Create a datastore for the data set `airlinesmall.csv`

. Convert the
datastore into a tall table.

varnames = {'ArrDelay', 'DepDelay', 'Origin', 'Dest'}; ds = tabularTextDatastore('airlinesmall.csv', 'TreatAsMissing', 'NA', ... 'SelectedVariableNames', varnames); tt = tall(ds)
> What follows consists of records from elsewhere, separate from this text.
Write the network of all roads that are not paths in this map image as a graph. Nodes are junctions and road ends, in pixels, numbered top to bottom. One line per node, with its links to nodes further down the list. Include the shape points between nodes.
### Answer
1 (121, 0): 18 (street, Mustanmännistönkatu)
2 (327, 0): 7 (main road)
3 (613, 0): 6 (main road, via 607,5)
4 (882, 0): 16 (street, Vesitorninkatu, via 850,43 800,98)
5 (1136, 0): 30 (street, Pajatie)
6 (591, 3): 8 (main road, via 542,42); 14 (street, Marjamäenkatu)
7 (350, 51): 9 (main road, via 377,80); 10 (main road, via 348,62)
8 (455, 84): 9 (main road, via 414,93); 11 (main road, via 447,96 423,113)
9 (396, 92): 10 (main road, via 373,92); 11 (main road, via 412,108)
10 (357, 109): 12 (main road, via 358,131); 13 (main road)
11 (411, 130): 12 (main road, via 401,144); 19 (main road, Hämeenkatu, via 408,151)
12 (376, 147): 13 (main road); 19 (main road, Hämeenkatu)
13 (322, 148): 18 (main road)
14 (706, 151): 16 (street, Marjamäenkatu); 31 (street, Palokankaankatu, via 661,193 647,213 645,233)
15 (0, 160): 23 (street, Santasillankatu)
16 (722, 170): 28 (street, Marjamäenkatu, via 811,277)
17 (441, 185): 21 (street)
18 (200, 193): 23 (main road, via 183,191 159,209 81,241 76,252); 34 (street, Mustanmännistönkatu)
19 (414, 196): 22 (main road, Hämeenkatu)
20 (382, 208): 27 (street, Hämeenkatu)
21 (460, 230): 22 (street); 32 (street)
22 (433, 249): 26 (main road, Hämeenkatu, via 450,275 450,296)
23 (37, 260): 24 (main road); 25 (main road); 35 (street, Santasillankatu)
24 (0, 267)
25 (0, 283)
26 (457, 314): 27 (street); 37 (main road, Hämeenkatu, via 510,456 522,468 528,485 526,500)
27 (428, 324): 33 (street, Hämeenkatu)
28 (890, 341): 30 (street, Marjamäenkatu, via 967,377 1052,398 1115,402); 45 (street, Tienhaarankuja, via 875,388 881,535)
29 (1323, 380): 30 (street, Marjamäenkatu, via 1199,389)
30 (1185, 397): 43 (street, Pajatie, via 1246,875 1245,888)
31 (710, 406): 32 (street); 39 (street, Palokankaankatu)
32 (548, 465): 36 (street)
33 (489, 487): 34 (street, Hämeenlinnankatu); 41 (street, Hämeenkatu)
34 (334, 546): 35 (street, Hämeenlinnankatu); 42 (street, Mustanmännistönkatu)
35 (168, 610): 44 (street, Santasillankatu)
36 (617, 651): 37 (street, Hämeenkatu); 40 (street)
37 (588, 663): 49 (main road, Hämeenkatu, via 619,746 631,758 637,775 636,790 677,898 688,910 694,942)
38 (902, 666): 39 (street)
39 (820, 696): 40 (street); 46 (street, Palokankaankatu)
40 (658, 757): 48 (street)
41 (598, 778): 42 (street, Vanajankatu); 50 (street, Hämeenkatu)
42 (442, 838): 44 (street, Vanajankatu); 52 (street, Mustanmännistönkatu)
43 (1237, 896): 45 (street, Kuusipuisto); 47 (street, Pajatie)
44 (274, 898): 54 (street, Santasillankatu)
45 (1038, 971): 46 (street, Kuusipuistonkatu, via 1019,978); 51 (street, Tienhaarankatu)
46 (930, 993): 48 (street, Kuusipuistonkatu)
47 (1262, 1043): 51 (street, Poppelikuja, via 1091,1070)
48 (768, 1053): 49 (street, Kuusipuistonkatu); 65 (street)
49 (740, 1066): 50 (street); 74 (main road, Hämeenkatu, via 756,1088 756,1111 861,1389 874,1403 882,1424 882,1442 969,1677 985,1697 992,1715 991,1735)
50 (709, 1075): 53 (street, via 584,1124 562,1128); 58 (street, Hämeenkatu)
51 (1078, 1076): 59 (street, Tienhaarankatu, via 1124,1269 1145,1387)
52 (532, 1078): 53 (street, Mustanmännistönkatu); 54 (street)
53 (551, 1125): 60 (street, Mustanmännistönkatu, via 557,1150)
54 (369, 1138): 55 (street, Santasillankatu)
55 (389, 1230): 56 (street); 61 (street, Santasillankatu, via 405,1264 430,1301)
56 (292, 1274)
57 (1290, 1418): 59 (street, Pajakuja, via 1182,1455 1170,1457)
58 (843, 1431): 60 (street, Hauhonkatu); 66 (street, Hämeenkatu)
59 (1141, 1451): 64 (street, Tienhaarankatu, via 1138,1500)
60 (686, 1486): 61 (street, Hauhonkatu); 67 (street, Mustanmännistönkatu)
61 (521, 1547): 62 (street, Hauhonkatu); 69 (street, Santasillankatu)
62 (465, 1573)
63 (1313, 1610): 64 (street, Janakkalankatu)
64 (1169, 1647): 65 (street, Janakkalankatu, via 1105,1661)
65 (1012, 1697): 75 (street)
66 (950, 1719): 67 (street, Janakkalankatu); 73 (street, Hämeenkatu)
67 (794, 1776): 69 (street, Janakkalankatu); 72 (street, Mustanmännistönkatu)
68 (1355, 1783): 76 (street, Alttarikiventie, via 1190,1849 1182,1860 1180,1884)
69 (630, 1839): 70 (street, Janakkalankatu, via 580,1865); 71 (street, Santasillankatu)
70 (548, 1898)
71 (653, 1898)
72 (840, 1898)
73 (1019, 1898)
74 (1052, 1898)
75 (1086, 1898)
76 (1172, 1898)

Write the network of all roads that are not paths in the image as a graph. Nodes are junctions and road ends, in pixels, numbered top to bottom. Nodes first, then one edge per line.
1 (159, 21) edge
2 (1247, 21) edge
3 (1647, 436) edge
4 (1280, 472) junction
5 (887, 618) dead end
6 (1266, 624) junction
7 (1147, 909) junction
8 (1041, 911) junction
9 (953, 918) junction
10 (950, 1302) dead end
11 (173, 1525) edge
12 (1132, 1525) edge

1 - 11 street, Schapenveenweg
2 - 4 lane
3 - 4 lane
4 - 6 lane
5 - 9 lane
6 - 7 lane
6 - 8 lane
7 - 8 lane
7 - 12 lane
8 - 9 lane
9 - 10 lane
tt = M×4 tall table ArrDelay DepDelay Origin Dest ________ ________ ______ _____ 8 12 'LAX' 'SJC' 8 1 'SJC' 'BUR' 21 20 'SAN' 'SMF' 13 12 'BUR' 'SJC' 4 -1 'SMF' 'LAX' 59 63 'LAX' 'SJC' 3 -2 'SAN' 'SFO' 11 -1 'SEA' 'LAX' : : : : : : : :

Subtract the mean value of `DepDelay`

from `ArrDelay`

to create a new variable `AdjArrDelay`

. Then calculate the mean value of
`AdjArrDelay`

and subtract this mean value from
`AdjArrDelay`

. If these calculations were all evaluated separately, then
MATLAB would require four passes through the data.

AdjArrDelay = tt.ArrDelay - mean(tt.DepDelay,'omitnan'); AdjArrDelay = AdjArrDelay - mean(AdjArrDelay,'omitnan')

AdjArrDelay = M×1 tall double column vector ? ? ? : : Preview deferred. Learn more.

Evaluate `AdjArrDelay`

and view the first few rows. Because some
calculations can be combined, only three passes through the data are required.

gather(head(AdjArrDelay))

Evaluating tall expression using the Local MATLAB Session: - Pass 1 of 3: Completed in 0.4 sec - Pass 2 of 3: Completed in 0.39 sec - Pass 3 of 3: Completed in 0.23 sec Evaluation completed in 1.2 sec ans = 0.8799 0.8799 13.8799 5.8799 -3.1201 51.8799 -4.1201 3.8799

### Summary of Behavior and Recommendations

Tall arrays remain unevaluated until you request output using

`gather`

, an optimization called*lazy evaluation*.Use

`gather`

in most cases to evaluate tall array calculations. If you believe the result of the calculations might not fit in memory, then use`gather(head(X))`

or`gather(tail(X))`

instead.Work primarily with unevaluated tall arrays and request output only when necessary. The more queued calculations there are that are unevaluated, the more optimization MATLAB can do to minimize the number of passes through the data.

If you enter an erroneous tall array command and

`gather`

fails to evaluate a tall array variable, then you must delete the variable from your workspace and recreate the tall array using*only*valid commands.